Therapy adherence may not be an issue if the prescription is two cups of hot chocolate a day. In what may be touted as the sweetest dementia-related news in recent memory, researchers have found that following such a course of action may help seniors keep their brains healthy and their thinking skills sharp. Additional investigation is needed before dietary changes are put into place, however, especially because other new research ties a higher risk of dementia to higher blood glucose levels.
In the hot cocoa study, investigators in Boston studied 60 people, aged an average of 73 years, who did not have dementia. The seniors drank two cups of hot cocoa every day for 30 days and did not consume any other chocolate during the study.
As they took memory and thinking tests, blood flow to their brains was measured via ultrasound. Blood flow affects thinking skills, explained study author Farzaneh A. Sorond, MD, PhD, of Harvard Medical School and Brigham and Women’s Hospital in Boston.
“As different areas of the brain need more energy to complete their tasks, they also need greater blood flow,” she said. “This relationship, called neurovascular coupling, may play an important role in diseases such as Alzheimer’s.”
Blood flow was impaired in 18 of the 60 participants at the beginning of the study, but it improved by 8.3 percent by the end of the study. Those whose blood flow was impaired also improved their times on a test of working memory; their scores dropped from 167 seconds at the start of the study to 116 seconds at completion.
Seniors who started the study with regular blood flow saw no improvement in blood flow or in test completion time.
The study results were published this week by the journal Neurology. The research was supported by the National Institute on Aging and the National Heart, Lung, and Blood Institute. The cocoa was provided by Mars Inc. Additional affiliations of investigators include the Veterans Affairs (VA) Boston Healthcare System and Massachusetts General Hospital.
“More work is needed to prove a link between cocoa, blood flow problems and cognitive decline, but this is an important first step that could guide future studies,” said Paul B. Rosenberg, MD, of the Johns Hopkins School of Medicine in Baltimore, who with Can Ozan Tan, PhD, of Harvard Medical School and Spaulding Rehabilitation Hospital in Boston wrote an editorial accompanying the study.

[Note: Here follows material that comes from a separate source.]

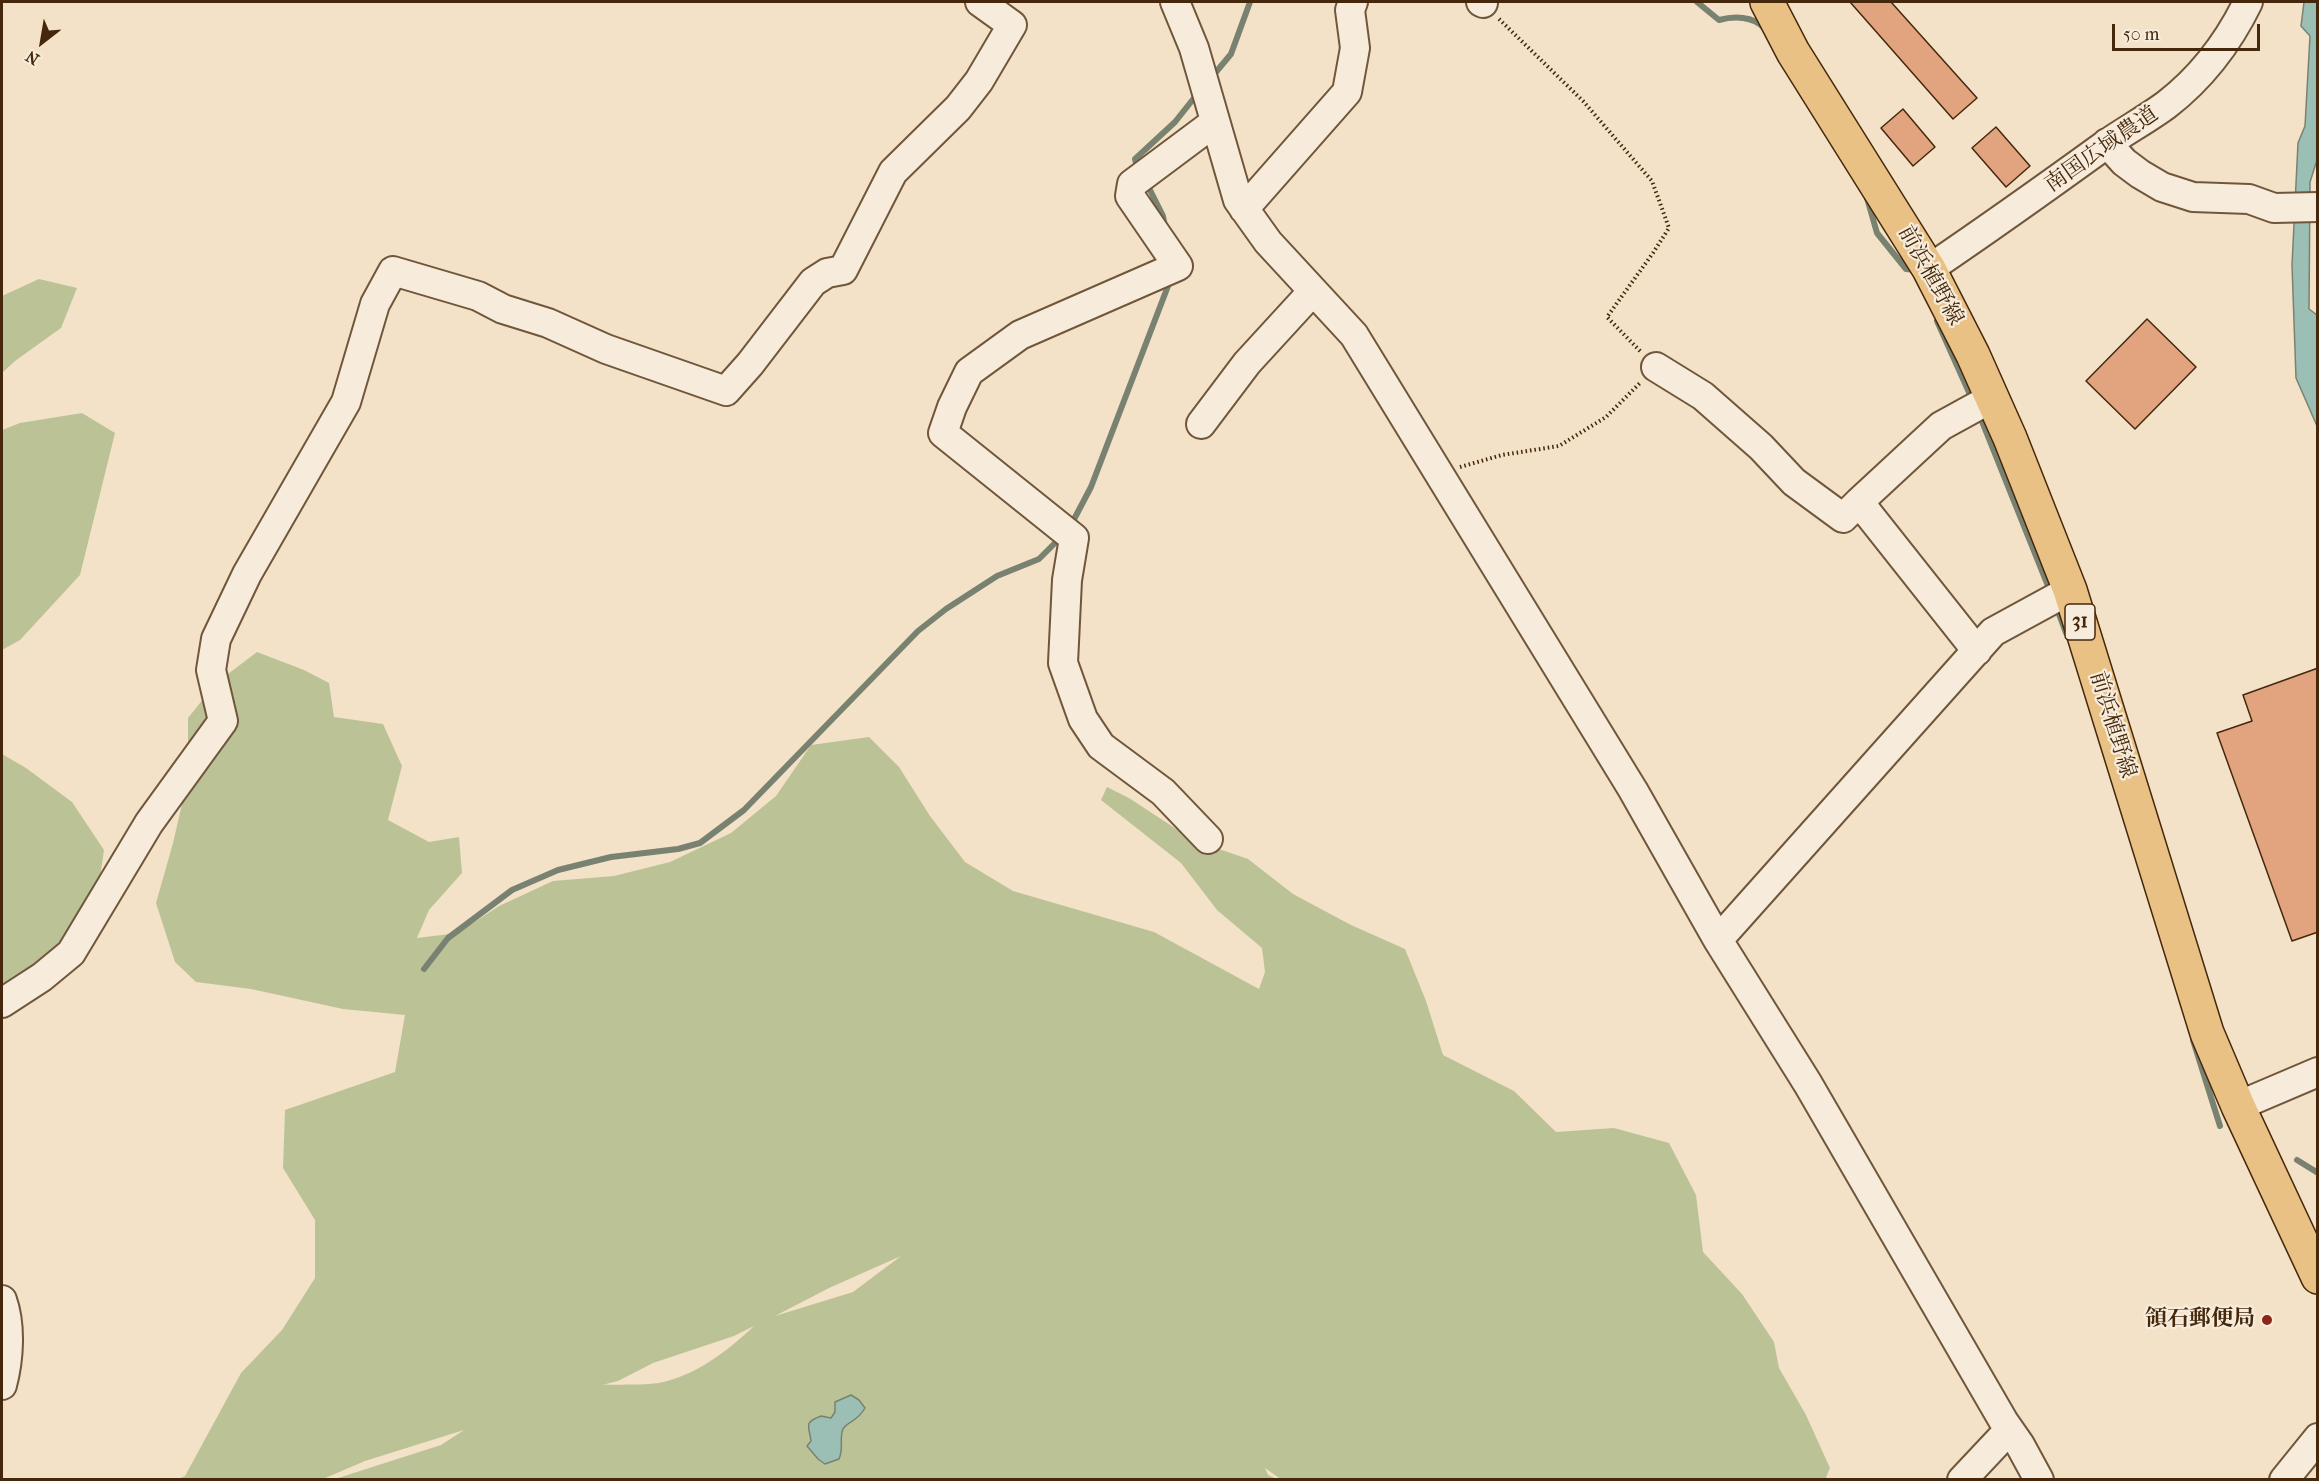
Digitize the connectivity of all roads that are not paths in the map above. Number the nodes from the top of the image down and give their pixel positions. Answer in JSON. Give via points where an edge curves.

Results of the Boston study were released on the same day as findings from a joint Group Health‒University of Washington (UW) study, published in the New England Journal of Medicine, that higher blood glucose levels are associated with higher dementia risk, even among people who do not have diabetes. The Seattle study examined data from more than 2,000 Group Health people aged at least 65 years and participating in the Adult Changes in Thought (ACT) study.
“The most interesting finding was that every incrementally higher glucose level was associated with a higher risk of dementia in people who did not have diabetes,” said first author Paul K. Crane, MD, MPH, an associate professor at the UW School of Medicine and an affiliate investigator at the Group Health Research Institute. “There was no threshold value for lower glucose values where risk leveled off.”
Given the results of this study, should people try to eat less sugar or foods with a lower glycemic index? Not necessarily, Crane said. The body turns food into glucose, and blood glucose levels depend on metabolism as well as what a person eats.
“We have no data to suggest that people who make changes to lower their glucose improve their dementia risk,” Crane added. “Those data would have to come from future studies with different study designs.”
The ACT study previously linked physical activity to later onset and reduced risk of dementia, including Alzheimer’s disease, so perhaps a walk is in order, he said.
The latter study also received support from the National Institute on Aging. Additional researchers were affiliated with the VA Puget Sound Health Care System, the Swedish Neuroscience Institute, Massachusetts General Hospital, Harvard Medical School, the Harvard School of Public Health and Wake Forest School of Medicine.